Health Forward Foundation

Report Shows Johnson, Cass Top Counties with Increase in Poverty

Assessment surveyed 2 million people in 11 counties in Missouri and Kansas

At its annual human service summit held recently in Overland Park

MERRIAM, Kan. — Two-thirds of the residents in the region surrounding the Kansas City metropolitan area are part of at least one medically vulnerable population, according to a report issued Monday by the REACH Healthcare Foundation.

The Kansas City Regional Health Assessment Report is an analysis of data from an 11-county region that includes approximately 2 million residents on both sides of the Missouri-Kansas state line.

Categories contributing to medical vulnerability included poverty, disability, marital status, and health insurance coverage. The data came from a variety of sources, including the U.S. Census Bureau, state health departments in Missouri and Kansas, and the Missouri Hospital Association.

The report adds to a growing body of evidence that is “sort of sounding the alarm bell that we’ve got a growing population of medically vulnerable and economically disadvantaged persons throughout our region,” said William Moore, REACH’s vice president of program, policy and evaluation, “and each county is going to need to begin thinking more strategically about how our resources are going to be used to meet these growing needs.”

Prepared for REACH by the Mid-America Regional Council, the latest assessment updates a report the partners issued nearly three years ago.

The latest assessment found that:

  • The percent of the regional population living below the federal poverty level rose from 8.5 percent in 2000 to about 13.5 percent in 2011. The rate for residents living under 200 percent of the federal poverty level grew from 22.3 percent to 30.2 percent in the same period.
  • The greatest rates of increase in poverty between 2000 and 2011 occurred in the suburban counties of Cass in Missouri (146 percent) and Johnson in Kansas (135 percent).
  • The percentage of residents without health insurance grew from 12.4 percent in 2008 to 13.6 percent in 2011, for a total of 265,938 individuals.
  • The number of residents covered through employer-based health insurance decreased from 58.6 percent in 2008 to 54.2 percent in 2011.

There were some positive developments reported:

Between 2000 and 2010, the death rate from heart disease declined by 30 percent, from 224 per 100,000 residents to 187, while deaths from cancer declined 2 percent, from 185 to 180 per 100,000 residents.

Also, hospitalization data showed that most of the counties logged substantial decreases in preventable hospitalizations, including Lafayette in Missouri, which reduced hospitalizations due to chronic conditions by more than 30 percent between 2002 and 2009.

Some of the other notable findings, Moore said, included the fact that although the combined population in the study area increased by about 12 percent within the past decade, the number of people living in poverty grew by 75 percent.

He also found it noteworthy that, between 2008 and 2011, it was married couples that led the pack among households that lost health insurance.

“It wasn’t single people sort of on the economic bubble,” Moore said.

Many of the findings were not new to people who follow these trends closely, said Dean Katerndahl, government innovations forum director at MARC.

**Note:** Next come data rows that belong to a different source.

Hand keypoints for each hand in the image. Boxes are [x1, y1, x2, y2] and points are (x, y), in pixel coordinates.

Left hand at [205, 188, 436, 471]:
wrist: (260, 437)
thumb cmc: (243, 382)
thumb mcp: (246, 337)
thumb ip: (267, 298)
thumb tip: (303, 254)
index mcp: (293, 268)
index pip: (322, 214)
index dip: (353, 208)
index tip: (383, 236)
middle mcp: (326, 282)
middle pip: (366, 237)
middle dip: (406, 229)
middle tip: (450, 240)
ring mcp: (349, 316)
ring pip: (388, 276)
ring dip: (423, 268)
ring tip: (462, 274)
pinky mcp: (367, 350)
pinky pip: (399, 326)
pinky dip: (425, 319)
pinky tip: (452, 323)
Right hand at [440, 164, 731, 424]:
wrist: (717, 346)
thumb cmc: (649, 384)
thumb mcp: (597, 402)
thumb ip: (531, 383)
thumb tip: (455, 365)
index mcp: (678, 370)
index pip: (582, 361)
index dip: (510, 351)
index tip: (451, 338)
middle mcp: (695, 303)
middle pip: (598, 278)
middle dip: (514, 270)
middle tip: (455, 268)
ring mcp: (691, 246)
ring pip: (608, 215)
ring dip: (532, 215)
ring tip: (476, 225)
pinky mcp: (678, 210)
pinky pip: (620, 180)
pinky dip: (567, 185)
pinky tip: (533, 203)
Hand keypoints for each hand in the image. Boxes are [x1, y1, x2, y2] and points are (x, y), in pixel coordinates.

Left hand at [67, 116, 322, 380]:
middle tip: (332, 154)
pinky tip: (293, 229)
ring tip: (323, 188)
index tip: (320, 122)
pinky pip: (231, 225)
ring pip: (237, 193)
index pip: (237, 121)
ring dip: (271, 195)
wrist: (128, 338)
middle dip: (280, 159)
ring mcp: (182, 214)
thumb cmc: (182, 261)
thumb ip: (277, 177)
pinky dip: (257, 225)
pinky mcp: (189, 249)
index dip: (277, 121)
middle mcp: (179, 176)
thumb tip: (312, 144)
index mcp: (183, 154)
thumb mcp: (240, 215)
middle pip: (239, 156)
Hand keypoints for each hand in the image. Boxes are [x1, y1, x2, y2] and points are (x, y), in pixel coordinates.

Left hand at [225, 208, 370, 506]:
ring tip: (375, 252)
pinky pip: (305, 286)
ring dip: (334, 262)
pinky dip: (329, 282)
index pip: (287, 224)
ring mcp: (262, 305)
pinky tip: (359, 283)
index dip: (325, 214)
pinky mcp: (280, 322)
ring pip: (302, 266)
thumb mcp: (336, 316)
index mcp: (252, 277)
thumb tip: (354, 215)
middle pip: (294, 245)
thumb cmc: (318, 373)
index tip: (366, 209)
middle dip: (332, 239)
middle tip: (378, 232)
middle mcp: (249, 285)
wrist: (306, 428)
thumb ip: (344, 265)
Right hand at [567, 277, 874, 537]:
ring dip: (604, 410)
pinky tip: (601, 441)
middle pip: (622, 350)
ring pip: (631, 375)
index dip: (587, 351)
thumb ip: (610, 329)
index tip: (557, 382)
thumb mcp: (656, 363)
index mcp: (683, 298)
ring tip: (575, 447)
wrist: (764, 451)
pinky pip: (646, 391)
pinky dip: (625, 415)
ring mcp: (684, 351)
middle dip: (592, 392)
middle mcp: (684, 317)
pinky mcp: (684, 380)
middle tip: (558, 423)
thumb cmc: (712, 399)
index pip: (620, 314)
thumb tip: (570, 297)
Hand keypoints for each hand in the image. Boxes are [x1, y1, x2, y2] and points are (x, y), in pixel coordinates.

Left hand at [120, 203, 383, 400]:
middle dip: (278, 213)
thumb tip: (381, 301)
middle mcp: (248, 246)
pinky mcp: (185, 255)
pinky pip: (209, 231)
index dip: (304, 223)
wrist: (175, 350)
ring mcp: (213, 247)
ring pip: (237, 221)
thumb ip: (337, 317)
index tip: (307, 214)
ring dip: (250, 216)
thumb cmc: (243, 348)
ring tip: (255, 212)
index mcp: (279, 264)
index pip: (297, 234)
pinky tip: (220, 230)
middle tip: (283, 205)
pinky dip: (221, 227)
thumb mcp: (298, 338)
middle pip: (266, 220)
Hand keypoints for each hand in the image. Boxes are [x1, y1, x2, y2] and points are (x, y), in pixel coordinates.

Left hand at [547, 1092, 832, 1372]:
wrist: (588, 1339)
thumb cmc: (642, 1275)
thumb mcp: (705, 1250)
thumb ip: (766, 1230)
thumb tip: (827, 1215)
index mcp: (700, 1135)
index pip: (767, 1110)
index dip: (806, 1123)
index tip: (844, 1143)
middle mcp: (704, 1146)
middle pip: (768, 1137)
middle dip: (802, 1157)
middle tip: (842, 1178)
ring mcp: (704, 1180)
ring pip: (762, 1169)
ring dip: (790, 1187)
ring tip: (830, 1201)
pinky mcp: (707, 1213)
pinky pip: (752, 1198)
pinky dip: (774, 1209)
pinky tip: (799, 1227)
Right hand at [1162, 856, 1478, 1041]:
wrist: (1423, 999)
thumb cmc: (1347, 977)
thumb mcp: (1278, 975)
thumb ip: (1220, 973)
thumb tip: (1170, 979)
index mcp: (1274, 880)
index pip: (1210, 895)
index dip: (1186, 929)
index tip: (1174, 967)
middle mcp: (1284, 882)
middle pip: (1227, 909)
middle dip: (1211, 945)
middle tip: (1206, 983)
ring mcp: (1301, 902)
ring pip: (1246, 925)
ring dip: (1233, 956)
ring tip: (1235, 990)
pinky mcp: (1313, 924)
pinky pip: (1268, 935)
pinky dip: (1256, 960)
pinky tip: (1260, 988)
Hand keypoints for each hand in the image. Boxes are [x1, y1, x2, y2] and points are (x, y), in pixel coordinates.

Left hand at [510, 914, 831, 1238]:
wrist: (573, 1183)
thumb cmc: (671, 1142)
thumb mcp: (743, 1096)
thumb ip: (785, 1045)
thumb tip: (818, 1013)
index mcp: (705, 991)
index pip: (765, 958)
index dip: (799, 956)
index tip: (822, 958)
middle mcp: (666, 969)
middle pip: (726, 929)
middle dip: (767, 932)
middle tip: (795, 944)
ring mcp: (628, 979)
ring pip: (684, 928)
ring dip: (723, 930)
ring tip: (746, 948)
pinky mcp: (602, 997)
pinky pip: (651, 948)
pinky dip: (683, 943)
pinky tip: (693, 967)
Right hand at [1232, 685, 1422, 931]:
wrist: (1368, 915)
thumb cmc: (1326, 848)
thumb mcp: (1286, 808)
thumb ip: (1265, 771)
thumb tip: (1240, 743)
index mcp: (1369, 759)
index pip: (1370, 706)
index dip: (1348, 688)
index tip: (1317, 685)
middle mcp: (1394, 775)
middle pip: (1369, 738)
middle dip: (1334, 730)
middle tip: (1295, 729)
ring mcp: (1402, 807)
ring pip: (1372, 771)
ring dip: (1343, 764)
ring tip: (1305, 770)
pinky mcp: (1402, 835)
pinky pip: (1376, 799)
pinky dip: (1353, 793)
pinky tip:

For instance, given the recession, he said it was not unexpected to see a drop in people covered by employer-sponsored health insurance. The growth of poverty in the suburbs was also something analysts have noted before.

“But I think (the report) is important because most people don’t understand this stuff,” Katerndahl said.
And by compiling a lot of data in one place, he said, “you are creating more of a story or a picture, so you can see, ‘Well, we are doing a little better in some health care outcomes … but there are some signs to worry about.’”

United Community Services of Johnson County is one organization that has highlighted the growing problem of poverty in the suburbs.

The REACH report reinforced the connection between income and health status, said Valorie Carson, community planning director at United Community Services.

Also, she said, “what’s important is that (REACH has) made the commitment to be watching and tracking these trends over time. That helps us anticipate the future and where problems are likely to be.”

In Allen County, health advocates have been celebrating an improvement in their health status compared with other counties in the state.

This year’s health rankings from the Robert Wood Johnson Foundation and the University of Wisconsin Population Health Institute placed Allen County 86th out of the 105 counties. Two years ago they were 94th.

But the REACH report was a mixed bag for Allen County.

For instance, it found that Allen County logged the largest population loss (8.9 percent) of any of the counties studied during the past two decades. It also had the highest death rate, 1,361 deaths per 100,000 residents in 2010, a 16 percent increase from 2000.

But in December 2012, according to the report, it had the second lowest unemployment rate.

The negative indicators highlighted in the REACH report were cause for concern, said David Toland, executive director of Thrive Allen County, an Iola-based nonprofit working to improve health in that area.

But, he said, the county health rankings indicated that health advocates were beginning to make a difference in reducing risky behaviors such as smoking, drinking, and teen pregnancy.

“We have been on a 100-year decline in population, economic conditions, and health conditions,” Toland said. “This doesn’t turn around overnight, but we are seeing signs of improvement that have been sustained over the last three to five years and that is more than I think most rural counties in Kansas can say.”